■ WHAT THIS TASK INVOLVES:
For the listing underneath, give the count of lines containing the string "Adeleke" and nothing further.

------ PROVIDED DATA ------

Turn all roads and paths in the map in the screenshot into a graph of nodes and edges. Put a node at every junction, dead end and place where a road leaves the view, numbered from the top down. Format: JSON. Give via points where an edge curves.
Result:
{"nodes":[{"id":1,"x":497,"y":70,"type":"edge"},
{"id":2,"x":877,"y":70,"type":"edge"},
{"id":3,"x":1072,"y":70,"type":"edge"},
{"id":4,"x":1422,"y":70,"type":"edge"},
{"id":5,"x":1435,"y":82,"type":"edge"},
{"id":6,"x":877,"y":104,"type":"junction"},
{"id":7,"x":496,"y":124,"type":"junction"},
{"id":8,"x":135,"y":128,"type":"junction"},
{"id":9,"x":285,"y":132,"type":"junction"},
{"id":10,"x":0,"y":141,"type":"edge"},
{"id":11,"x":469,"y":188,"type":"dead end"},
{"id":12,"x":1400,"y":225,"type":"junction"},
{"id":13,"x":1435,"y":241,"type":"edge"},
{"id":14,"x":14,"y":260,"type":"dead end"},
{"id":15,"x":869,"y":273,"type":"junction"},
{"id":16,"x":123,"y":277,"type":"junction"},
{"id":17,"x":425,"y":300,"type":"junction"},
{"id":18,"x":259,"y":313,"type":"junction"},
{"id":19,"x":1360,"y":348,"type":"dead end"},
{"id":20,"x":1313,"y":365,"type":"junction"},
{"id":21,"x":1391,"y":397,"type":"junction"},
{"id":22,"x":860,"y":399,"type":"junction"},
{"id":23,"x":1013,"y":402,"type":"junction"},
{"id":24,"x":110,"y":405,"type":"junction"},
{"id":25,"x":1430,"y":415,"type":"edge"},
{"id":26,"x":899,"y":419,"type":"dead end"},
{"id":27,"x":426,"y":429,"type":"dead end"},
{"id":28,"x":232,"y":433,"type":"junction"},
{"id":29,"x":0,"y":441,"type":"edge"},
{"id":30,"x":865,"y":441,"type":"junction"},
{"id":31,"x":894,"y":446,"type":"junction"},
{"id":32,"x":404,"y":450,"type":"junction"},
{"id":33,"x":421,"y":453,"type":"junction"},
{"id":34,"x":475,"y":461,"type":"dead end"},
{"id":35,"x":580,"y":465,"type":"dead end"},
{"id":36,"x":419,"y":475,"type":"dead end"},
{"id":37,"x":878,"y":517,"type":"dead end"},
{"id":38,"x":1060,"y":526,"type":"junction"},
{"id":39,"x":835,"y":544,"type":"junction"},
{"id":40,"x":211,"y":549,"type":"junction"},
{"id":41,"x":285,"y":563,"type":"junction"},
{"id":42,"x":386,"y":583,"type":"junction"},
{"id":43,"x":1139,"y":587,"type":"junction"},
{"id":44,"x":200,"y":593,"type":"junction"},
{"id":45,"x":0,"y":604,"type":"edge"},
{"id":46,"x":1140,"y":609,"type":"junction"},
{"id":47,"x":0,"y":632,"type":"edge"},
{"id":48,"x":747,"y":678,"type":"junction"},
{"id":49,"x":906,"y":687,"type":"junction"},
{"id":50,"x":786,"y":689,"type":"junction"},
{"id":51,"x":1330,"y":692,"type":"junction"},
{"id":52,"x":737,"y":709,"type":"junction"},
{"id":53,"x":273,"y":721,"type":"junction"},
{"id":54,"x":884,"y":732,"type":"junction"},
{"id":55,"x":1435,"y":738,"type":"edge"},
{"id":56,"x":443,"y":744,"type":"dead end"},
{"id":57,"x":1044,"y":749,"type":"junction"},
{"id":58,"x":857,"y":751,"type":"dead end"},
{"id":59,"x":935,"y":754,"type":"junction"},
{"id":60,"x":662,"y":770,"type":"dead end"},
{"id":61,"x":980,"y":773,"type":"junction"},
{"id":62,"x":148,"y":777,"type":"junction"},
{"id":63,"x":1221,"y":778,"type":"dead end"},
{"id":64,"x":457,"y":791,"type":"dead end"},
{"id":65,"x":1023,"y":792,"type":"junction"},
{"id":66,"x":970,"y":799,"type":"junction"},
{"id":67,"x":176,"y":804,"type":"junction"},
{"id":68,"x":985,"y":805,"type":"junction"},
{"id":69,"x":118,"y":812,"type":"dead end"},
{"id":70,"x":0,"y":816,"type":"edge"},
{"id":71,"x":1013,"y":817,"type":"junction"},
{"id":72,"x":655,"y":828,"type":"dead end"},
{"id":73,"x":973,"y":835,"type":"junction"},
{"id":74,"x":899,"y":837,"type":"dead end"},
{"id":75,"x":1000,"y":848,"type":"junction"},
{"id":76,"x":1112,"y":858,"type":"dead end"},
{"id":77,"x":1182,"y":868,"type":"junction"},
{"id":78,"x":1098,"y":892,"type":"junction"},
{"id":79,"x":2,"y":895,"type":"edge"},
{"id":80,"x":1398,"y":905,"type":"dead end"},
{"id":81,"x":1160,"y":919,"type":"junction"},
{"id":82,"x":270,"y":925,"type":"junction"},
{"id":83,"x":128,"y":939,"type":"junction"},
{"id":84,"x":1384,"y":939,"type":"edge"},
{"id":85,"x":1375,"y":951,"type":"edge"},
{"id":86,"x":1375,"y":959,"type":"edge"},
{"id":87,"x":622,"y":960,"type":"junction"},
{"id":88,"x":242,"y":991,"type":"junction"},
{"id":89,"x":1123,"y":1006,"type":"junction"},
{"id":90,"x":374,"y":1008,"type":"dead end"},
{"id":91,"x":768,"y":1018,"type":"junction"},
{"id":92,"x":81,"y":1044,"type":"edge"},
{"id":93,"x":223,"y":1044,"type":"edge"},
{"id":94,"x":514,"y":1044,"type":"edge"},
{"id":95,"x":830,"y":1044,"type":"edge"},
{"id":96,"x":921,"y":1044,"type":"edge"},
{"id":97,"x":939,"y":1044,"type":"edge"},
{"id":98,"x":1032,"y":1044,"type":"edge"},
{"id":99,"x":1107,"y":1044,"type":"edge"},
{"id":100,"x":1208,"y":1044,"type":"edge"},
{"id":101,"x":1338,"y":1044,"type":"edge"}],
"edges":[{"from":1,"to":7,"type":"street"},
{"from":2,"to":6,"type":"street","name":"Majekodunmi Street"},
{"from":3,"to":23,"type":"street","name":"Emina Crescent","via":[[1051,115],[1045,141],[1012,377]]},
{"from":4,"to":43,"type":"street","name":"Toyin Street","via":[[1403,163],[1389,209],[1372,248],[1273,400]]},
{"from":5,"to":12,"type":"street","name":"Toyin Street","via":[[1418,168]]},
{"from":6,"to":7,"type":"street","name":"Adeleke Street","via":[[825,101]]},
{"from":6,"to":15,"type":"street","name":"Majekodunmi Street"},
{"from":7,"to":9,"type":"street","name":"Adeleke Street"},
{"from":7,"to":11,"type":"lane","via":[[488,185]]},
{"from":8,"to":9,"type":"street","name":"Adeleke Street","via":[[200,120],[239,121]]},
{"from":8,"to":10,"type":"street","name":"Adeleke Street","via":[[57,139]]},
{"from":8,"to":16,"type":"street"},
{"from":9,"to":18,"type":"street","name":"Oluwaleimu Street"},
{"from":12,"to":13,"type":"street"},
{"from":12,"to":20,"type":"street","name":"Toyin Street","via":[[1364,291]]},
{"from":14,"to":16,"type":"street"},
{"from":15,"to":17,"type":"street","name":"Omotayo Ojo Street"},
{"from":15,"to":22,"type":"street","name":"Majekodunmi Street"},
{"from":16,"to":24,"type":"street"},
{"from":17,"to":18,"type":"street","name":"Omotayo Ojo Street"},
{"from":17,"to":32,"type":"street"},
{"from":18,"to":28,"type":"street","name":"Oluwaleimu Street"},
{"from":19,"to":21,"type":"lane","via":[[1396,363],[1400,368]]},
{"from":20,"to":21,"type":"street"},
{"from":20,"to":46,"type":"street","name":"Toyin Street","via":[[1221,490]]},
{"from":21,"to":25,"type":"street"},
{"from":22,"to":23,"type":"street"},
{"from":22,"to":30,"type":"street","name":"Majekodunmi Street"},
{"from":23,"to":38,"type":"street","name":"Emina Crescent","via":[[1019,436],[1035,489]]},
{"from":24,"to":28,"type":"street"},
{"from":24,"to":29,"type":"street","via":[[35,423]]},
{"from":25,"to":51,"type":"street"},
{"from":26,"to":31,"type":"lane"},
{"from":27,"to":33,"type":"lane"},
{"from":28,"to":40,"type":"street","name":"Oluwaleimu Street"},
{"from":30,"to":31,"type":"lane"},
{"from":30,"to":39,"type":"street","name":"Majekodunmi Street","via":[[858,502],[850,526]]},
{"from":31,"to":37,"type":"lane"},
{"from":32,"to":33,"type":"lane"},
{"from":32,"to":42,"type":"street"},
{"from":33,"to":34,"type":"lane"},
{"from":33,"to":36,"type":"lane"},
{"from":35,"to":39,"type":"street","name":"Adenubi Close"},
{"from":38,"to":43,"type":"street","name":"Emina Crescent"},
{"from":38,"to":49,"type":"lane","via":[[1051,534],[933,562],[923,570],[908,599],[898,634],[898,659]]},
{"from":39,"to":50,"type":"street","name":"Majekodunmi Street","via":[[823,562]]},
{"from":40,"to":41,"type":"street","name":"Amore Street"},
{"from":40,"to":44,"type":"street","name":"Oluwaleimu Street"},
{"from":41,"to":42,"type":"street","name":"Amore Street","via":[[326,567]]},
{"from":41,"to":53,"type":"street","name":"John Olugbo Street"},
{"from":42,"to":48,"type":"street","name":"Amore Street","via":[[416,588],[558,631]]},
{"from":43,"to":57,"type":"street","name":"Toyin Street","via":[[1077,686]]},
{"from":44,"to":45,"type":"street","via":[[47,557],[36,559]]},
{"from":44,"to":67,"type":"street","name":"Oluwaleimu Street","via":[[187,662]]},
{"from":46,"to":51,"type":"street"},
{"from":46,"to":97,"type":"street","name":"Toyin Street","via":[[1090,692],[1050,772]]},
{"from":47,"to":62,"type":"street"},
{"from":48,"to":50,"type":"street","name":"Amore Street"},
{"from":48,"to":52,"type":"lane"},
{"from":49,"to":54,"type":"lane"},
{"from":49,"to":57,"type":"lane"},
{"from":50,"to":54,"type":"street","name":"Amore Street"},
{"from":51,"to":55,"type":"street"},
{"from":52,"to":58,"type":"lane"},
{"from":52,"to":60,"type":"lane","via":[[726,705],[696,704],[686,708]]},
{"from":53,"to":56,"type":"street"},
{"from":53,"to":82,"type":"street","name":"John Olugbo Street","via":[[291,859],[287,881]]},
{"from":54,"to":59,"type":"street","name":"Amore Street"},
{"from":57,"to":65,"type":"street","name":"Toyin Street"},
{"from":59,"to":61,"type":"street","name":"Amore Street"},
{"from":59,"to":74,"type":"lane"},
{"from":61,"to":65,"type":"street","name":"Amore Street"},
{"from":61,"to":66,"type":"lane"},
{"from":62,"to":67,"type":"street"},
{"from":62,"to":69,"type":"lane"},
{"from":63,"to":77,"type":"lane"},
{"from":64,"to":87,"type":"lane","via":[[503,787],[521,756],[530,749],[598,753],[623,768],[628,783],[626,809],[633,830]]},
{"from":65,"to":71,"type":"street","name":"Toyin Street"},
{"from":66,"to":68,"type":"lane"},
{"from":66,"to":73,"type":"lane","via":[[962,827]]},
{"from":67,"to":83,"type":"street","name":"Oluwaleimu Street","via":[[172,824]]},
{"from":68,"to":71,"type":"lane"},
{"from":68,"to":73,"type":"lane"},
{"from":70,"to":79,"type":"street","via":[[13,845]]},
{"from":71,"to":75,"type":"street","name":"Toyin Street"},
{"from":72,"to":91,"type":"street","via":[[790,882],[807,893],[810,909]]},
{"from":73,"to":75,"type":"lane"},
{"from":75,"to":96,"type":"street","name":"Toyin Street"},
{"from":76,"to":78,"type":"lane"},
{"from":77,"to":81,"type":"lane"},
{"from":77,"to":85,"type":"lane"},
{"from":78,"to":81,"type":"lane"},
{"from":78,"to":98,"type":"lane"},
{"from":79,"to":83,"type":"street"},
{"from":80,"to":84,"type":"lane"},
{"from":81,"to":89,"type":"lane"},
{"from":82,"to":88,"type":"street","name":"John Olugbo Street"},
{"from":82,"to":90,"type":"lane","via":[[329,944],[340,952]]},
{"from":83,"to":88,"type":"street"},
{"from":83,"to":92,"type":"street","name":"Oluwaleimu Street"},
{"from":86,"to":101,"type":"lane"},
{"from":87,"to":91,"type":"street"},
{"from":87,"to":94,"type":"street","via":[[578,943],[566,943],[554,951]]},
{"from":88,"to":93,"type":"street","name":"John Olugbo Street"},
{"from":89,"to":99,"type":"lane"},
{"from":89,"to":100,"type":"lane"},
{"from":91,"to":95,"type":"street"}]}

------

■ RESPONSE TO THIS TASK:
4